From: Dudu Handelman <duduhandelman@xxxxxxxxxxx>
Sent: 28 October 2023 19:02
To: HTCondor-Users Mail List <htcondor-users@xxxxxxxxxxx>; Greg Thain <gthain@xxxxxxxxxxx>
Subject: Re: [HTCondor-users] Update classad and STARTD_JOB_ATTRS
 
Greg. 
Sorry i wrote condor_q but obviously its condor_status.

Thanks 
David


From: HTCondor-users <htcondor-users-bounces@xxxxxxxxxxx> on behalf of Dudu Handelman <duduhandelman@xxxxxxxxxxx>
Sent: Thursday, October 26, 2023 12:25:14 PM
To: Greg Thain <gthain@xxxxxxxxxxx>; HTCondor-Users Mail List <htcondor-users@xxxxxxxxxxx>
Subject: Re: [HTCondor-users] Update classad and STARTD_JOB_ATTRS
 
Thanks Greg. 
While using to chirp to update a clasaad the .job.ad file does not update with new value. 
I have tried  to use STARTD_CRON_AUTOPUBLISH = If_Changed
But the classad remain with the original value whil looking at the slot with condor_q. 

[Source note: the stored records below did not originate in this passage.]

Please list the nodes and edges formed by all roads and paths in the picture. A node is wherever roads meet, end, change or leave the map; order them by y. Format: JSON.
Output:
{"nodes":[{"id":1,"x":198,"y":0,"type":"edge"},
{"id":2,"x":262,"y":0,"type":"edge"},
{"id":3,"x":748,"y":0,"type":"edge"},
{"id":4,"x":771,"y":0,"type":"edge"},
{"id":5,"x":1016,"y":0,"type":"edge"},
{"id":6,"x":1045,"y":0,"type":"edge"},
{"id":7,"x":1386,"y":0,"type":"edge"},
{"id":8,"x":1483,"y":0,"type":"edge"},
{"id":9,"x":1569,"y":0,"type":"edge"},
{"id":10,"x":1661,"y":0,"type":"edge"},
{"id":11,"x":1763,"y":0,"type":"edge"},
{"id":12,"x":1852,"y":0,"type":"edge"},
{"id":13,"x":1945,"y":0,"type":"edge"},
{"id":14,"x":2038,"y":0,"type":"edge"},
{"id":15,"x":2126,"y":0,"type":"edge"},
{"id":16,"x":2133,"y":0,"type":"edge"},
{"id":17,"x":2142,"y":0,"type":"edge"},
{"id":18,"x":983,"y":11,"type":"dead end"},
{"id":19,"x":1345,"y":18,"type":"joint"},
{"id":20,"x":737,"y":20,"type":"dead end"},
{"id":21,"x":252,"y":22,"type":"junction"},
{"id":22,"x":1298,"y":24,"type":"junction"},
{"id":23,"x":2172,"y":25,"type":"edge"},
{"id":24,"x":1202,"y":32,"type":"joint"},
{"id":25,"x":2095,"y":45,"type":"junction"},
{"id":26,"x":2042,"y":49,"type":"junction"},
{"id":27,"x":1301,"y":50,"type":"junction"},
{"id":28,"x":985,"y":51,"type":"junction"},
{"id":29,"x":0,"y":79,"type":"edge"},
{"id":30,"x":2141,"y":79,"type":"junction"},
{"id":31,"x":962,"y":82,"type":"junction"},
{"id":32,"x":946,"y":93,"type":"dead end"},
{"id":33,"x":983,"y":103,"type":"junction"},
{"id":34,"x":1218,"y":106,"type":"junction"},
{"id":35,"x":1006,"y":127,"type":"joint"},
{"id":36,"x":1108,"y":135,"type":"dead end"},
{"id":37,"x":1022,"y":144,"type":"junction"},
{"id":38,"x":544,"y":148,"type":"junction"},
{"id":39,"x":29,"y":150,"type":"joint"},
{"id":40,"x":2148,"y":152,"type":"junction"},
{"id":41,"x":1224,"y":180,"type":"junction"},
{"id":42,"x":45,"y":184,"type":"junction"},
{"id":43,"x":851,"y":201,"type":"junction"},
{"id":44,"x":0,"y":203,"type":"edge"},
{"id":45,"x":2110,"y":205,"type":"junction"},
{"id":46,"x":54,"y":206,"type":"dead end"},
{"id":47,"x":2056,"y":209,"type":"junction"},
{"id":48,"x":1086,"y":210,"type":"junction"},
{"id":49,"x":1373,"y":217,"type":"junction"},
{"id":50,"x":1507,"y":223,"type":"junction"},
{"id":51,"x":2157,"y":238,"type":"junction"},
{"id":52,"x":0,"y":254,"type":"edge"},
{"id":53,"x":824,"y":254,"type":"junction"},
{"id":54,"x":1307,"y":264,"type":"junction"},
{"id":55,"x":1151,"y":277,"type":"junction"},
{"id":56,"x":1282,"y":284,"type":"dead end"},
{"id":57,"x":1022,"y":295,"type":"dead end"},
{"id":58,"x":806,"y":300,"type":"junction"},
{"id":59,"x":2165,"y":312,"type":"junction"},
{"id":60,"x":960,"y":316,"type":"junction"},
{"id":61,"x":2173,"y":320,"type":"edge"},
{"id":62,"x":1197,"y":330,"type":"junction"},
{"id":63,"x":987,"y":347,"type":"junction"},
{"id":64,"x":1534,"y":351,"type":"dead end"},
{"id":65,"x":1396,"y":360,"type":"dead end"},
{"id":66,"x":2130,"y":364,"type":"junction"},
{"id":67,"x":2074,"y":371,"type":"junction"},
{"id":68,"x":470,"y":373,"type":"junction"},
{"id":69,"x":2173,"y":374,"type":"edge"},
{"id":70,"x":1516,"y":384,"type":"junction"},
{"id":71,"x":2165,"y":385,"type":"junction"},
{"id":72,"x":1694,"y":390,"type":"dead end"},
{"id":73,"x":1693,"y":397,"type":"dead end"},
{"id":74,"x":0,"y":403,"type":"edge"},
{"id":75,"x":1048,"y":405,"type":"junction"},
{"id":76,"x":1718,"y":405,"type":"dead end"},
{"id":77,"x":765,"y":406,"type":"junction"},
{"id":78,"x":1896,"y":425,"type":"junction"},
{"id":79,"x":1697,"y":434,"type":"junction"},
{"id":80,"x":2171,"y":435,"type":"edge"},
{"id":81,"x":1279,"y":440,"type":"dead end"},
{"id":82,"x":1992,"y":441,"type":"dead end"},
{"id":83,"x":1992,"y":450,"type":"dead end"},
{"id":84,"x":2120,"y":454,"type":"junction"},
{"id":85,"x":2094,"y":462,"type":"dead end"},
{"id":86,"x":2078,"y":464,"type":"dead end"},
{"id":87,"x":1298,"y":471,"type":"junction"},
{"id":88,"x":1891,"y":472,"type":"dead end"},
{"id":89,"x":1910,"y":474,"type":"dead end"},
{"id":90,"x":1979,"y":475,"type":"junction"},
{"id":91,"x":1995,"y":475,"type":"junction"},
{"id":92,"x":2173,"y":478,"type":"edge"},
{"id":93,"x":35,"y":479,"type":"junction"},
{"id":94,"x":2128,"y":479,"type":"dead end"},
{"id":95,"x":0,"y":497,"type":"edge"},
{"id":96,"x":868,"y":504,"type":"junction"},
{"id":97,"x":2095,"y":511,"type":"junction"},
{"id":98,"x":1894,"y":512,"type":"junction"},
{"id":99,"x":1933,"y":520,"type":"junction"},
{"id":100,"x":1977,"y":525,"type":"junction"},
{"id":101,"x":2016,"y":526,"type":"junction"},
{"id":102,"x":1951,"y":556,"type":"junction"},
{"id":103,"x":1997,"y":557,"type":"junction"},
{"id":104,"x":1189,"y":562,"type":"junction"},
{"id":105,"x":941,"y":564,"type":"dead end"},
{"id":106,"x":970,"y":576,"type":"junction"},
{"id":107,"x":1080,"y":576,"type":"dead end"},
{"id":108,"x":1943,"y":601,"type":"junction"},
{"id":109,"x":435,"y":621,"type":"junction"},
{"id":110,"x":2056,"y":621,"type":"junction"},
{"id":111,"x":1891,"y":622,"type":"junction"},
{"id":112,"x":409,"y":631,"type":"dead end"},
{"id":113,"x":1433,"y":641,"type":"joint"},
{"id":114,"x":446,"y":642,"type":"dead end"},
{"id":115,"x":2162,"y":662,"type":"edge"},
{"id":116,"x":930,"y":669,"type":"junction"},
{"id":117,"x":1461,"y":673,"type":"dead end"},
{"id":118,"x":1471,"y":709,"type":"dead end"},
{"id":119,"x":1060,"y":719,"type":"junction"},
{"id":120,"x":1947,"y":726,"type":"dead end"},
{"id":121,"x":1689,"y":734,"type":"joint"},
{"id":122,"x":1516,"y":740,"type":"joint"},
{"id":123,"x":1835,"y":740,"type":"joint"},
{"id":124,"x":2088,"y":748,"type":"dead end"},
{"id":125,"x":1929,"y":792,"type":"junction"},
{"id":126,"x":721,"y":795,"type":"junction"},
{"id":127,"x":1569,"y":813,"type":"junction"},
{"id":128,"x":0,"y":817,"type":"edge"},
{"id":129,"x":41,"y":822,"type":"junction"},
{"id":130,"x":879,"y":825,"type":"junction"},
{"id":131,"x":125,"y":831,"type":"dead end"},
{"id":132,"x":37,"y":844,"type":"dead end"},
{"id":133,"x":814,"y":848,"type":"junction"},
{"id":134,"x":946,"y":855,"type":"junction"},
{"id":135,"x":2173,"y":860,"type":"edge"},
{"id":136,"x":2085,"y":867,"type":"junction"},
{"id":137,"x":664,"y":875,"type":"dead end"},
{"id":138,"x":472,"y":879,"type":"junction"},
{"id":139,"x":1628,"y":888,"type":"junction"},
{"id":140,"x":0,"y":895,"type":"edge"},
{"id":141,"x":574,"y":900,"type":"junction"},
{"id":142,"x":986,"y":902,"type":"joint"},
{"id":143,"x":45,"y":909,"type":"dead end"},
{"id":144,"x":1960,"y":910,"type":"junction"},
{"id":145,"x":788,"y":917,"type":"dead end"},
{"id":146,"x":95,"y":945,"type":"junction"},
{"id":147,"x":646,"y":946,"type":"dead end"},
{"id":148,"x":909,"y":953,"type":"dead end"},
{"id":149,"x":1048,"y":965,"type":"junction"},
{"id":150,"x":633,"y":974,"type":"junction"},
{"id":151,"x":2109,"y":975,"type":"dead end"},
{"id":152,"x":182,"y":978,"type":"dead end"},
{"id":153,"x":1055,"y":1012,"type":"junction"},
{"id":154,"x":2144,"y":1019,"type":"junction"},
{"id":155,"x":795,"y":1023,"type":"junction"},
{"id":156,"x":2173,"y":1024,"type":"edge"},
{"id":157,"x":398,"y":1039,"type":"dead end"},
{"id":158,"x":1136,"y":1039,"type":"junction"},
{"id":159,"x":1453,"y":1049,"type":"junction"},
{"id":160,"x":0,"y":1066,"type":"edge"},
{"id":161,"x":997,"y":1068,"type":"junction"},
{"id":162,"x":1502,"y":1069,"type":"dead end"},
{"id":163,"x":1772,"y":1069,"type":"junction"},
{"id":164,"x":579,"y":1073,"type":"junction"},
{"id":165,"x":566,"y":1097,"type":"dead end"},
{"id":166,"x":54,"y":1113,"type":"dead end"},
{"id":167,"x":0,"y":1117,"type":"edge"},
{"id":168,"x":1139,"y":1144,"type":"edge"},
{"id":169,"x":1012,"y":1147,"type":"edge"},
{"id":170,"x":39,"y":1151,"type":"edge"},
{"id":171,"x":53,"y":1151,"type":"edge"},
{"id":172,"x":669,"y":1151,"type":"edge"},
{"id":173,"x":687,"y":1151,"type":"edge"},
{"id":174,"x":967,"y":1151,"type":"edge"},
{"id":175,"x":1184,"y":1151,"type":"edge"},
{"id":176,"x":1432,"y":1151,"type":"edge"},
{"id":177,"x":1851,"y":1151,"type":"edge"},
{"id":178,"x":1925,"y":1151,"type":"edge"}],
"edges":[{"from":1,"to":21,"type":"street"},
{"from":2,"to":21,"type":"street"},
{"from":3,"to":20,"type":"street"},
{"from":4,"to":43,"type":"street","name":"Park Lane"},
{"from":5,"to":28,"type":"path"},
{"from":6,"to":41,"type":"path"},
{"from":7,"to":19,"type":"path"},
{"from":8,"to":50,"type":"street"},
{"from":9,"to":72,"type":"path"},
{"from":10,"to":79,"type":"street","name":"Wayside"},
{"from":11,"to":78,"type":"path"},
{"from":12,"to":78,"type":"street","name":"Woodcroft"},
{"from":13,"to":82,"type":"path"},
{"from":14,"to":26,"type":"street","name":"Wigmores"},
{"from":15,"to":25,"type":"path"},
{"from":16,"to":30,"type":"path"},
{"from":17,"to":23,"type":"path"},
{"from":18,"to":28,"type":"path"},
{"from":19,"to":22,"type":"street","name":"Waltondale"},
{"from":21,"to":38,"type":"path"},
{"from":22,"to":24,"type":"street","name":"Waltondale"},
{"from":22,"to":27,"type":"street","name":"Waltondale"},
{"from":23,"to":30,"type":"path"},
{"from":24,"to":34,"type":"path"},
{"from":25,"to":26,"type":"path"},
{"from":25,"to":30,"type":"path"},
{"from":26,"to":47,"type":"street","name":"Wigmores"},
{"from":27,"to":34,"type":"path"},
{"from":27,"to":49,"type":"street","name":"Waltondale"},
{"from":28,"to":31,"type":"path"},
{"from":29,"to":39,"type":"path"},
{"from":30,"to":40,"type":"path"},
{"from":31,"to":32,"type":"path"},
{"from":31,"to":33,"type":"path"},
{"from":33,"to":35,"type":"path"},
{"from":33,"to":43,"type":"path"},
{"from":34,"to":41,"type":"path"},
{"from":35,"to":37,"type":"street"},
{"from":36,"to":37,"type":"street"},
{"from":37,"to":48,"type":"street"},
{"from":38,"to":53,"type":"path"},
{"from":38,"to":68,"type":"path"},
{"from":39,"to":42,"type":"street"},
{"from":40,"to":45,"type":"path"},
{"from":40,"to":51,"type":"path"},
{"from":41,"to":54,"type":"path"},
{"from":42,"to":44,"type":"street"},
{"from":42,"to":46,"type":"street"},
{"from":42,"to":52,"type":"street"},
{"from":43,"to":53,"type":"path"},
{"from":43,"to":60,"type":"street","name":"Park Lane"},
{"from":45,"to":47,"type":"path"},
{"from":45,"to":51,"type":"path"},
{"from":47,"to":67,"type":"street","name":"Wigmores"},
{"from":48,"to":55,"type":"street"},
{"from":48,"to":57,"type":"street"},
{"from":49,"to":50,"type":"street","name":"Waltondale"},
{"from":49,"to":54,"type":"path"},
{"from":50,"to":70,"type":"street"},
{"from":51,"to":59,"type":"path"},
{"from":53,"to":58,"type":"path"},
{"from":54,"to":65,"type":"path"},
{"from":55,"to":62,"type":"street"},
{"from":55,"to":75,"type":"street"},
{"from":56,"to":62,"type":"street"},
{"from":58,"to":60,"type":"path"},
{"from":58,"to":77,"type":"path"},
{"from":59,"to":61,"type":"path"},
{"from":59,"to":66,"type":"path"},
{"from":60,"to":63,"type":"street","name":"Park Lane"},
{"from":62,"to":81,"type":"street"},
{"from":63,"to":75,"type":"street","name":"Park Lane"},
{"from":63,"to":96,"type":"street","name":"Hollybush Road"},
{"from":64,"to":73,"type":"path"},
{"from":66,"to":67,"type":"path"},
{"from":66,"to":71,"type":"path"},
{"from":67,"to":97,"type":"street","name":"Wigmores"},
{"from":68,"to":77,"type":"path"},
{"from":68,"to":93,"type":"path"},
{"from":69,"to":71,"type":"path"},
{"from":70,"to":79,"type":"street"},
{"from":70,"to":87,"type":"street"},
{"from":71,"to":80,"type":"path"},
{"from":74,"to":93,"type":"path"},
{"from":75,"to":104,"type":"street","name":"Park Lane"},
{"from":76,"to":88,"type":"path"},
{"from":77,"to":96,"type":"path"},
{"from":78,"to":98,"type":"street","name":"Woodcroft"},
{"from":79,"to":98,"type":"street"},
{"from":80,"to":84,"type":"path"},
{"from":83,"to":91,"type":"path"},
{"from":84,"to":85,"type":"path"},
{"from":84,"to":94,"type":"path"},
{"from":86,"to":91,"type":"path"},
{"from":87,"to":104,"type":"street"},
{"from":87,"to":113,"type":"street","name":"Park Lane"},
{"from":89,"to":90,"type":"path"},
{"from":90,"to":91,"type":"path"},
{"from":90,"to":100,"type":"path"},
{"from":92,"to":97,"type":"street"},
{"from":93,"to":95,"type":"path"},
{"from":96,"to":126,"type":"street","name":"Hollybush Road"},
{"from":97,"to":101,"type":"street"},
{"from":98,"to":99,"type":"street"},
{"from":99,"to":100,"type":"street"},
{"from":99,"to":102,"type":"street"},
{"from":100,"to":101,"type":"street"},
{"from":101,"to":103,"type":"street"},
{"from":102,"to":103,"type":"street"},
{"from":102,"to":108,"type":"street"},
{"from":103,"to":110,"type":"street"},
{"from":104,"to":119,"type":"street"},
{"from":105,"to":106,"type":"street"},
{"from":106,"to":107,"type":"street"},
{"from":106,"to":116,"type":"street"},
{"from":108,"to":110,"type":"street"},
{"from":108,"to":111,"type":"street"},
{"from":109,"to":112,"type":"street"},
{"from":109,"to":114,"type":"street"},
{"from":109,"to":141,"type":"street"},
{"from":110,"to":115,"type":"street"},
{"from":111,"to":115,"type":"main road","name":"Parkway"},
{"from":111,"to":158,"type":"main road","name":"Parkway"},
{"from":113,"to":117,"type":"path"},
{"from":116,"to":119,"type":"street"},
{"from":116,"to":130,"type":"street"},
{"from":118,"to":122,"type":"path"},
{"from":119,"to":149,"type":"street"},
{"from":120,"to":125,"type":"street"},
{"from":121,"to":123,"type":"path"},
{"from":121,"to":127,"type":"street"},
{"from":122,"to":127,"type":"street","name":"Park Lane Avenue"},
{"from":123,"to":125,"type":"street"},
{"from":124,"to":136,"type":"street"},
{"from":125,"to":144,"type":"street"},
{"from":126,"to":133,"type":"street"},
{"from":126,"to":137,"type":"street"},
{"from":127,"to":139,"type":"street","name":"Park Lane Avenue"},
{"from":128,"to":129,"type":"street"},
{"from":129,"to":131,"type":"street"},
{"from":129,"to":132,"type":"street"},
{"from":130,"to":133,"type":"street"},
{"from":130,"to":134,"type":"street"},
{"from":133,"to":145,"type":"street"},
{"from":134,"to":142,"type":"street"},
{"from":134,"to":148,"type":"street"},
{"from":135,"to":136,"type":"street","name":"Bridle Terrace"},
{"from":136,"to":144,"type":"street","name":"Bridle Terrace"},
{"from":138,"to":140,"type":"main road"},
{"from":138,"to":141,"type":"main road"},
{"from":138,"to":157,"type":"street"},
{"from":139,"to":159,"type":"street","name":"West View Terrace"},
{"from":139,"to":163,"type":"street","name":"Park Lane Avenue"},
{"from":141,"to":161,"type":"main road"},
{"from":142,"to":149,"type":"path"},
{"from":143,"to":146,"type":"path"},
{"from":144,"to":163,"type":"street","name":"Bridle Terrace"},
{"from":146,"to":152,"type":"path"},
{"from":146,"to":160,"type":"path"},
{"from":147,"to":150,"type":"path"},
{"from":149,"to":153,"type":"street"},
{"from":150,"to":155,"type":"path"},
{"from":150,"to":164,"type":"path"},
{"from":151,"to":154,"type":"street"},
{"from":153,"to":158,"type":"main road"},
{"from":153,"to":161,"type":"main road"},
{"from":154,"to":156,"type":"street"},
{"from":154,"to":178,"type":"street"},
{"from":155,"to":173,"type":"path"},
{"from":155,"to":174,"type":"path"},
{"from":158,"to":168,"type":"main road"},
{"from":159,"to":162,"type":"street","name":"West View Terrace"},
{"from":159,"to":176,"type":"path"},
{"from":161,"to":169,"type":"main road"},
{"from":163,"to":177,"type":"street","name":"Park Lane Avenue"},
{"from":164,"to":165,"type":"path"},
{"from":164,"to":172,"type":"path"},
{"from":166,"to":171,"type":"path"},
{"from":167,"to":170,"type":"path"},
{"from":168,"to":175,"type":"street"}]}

Maybe I need other startd cron knob? 

Thanks a million 
David



From: Greg Thain <gthain@xxxxxxxxxxx>
Sent: Wednesday, October 25, 2023 11:39:51 PM
To: Dudu Handelman <duduhandelman@xxxxxxxxxxx>; HTCondor-Users Mail List <htcondor-users@xxxxxxxxxxx>
Subject: Re: [HTCondor-users] Update classad and STARTD_JOB_ATTRS
 
On 10/25/23 11:34, Dudu Handelman wrote:
> Thanks Greg.
> We all love knobs :-)
> For some reason it's not copy the chirp changes. Tomorrow I will
> verify that chirp is writing to the job ad file.

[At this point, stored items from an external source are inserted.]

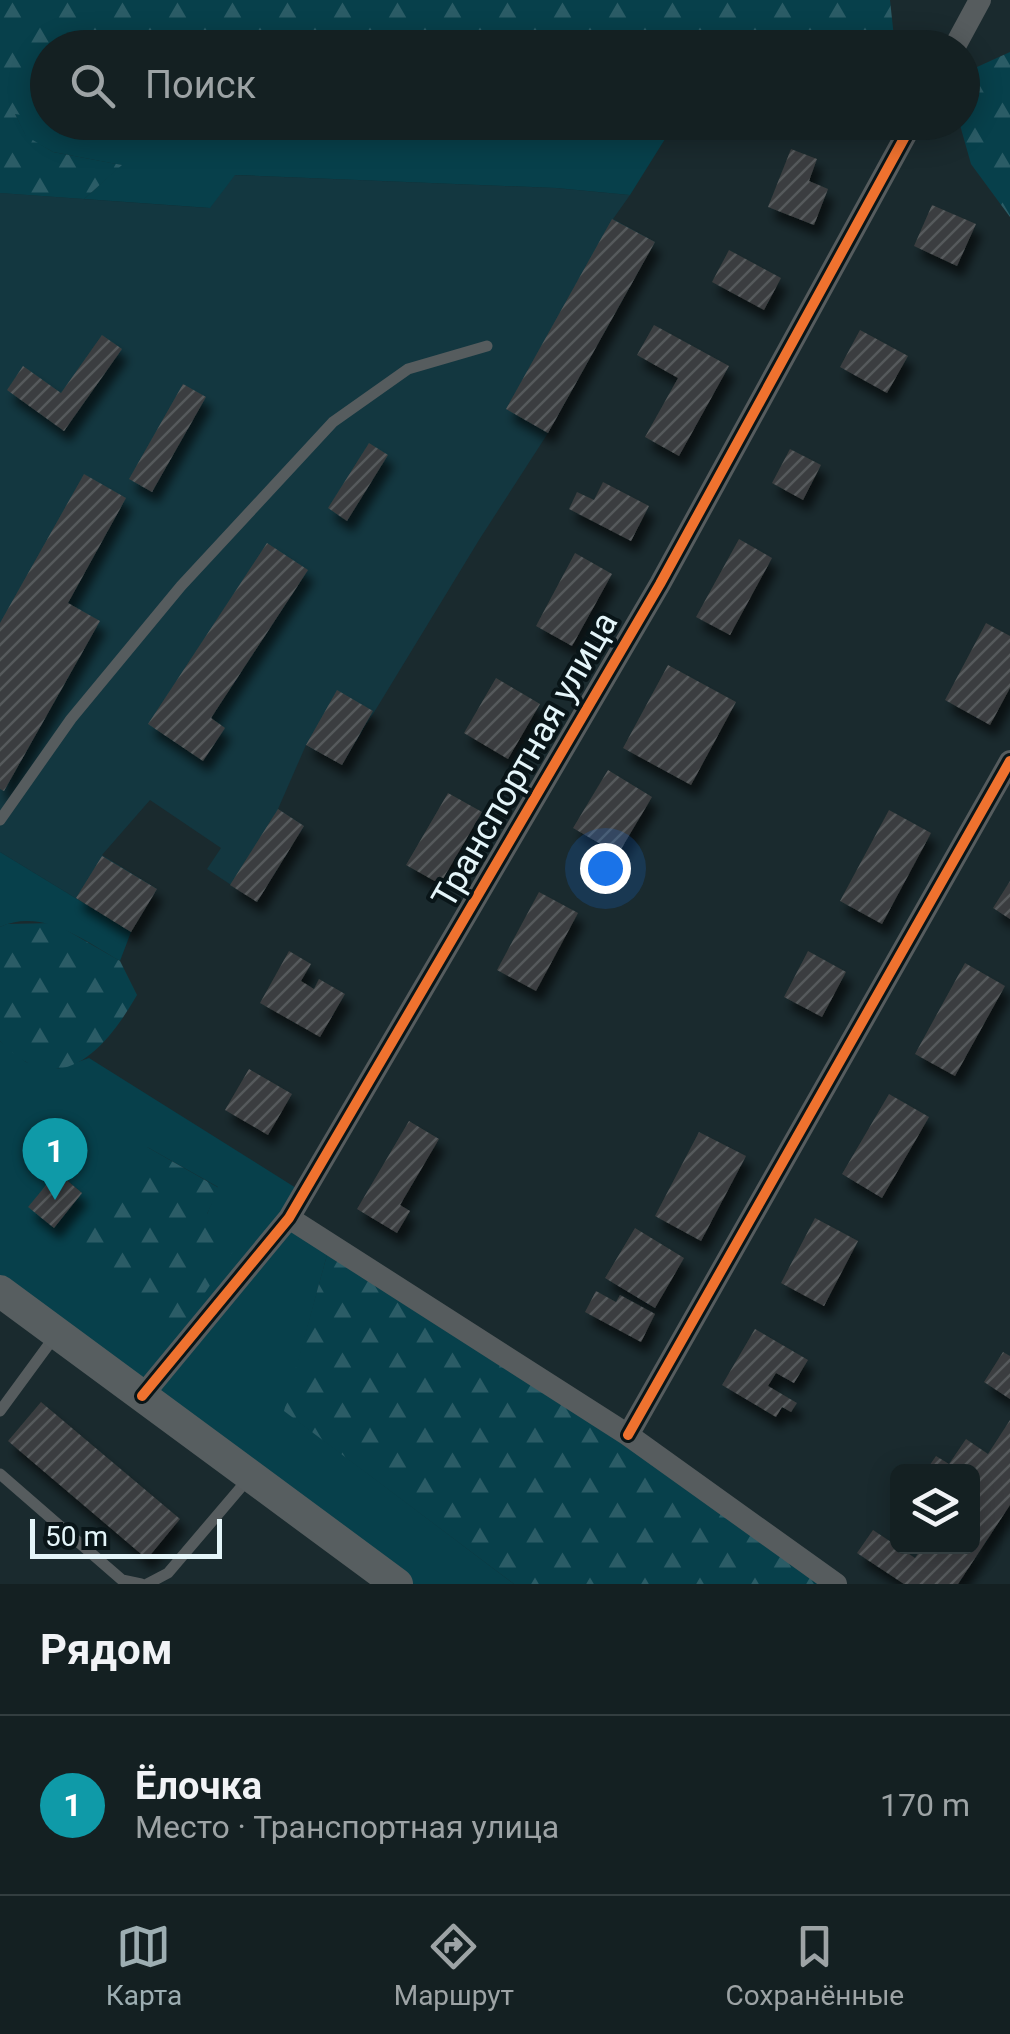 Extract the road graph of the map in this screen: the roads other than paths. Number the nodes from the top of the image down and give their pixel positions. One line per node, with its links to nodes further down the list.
1 (980, 0): 2 (street)
2 (964, 30)
3 (903, 140): 7 (street, Транспортная улица)
4 (486, 346): 6 (lane)
5 (1010, 761): 12 (street)
6 (0, 820)
7 (290, 1218): 10 (street, Транспортная улица); 12 (street)
8 (0, 1291): 9 (main road)
9 (57, 1332): 10 (main road); 11 (lane)
10 (142, 1396): 14 (main road)
11 (0, 1411)
12 (628, 1435): 17 (street)
13 (0, 1474): 16 (lane)
14 (250, 1476): 15 (main road); 16 (lane)
15 (378, 1575)
16 (144, 1584)
17 (836, 1584)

Ah -- just to be clear, START_JOB_ATTRS copies the attributes as they
exist at job start time, and doesn't update them subsequently, even if
chirp updates those same attributes to the copy of the job ad in the schedd.

If you dynamically want to change attributes in the startd ad, you'll
need startd cron.


-greg